# AIM OF THE TASK:
Every line below that holds the string "South" should be copied out.

[Stored data entries]
::::::::

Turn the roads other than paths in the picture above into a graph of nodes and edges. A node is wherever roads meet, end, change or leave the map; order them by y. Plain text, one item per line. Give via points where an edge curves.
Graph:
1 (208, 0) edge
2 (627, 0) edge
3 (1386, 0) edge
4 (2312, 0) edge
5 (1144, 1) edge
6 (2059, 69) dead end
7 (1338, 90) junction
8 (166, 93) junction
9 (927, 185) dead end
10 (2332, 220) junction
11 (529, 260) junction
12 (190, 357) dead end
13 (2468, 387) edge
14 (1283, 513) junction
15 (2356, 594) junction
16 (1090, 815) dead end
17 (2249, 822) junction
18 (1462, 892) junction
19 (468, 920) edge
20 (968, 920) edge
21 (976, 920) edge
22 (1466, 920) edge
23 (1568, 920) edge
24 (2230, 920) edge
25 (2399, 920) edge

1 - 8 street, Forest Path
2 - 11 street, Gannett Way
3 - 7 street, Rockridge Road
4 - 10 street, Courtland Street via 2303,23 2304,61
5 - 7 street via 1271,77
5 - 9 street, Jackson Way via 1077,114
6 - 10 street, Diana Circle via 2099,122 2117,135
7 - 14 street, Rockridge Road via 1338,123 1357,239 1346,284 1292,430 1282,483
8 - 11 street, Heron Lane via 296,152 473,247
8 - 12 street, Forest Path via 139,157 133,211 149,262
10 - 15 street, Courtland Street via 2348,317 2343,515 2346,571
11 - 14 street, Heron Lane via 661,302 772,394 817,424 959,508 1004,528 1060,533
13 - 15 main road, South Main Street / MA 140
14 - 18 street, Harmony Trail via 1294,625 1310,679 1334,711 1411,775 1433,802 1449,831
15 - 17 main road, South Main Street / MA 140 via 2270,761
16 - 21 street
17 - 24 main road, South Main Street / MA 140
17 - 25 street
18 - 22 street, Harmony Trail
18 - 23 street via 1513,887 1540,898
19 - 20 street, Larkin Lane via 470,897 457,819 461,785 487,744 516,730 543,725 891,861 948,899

::::::::

# RESPONSE TO THIS TASK:
13 - 15 main road, South Main Street / MA 140
15 - 17 main road, South Main Street / MA 140 via 2270,761
17 - 24 main road, South Main Street / MA 140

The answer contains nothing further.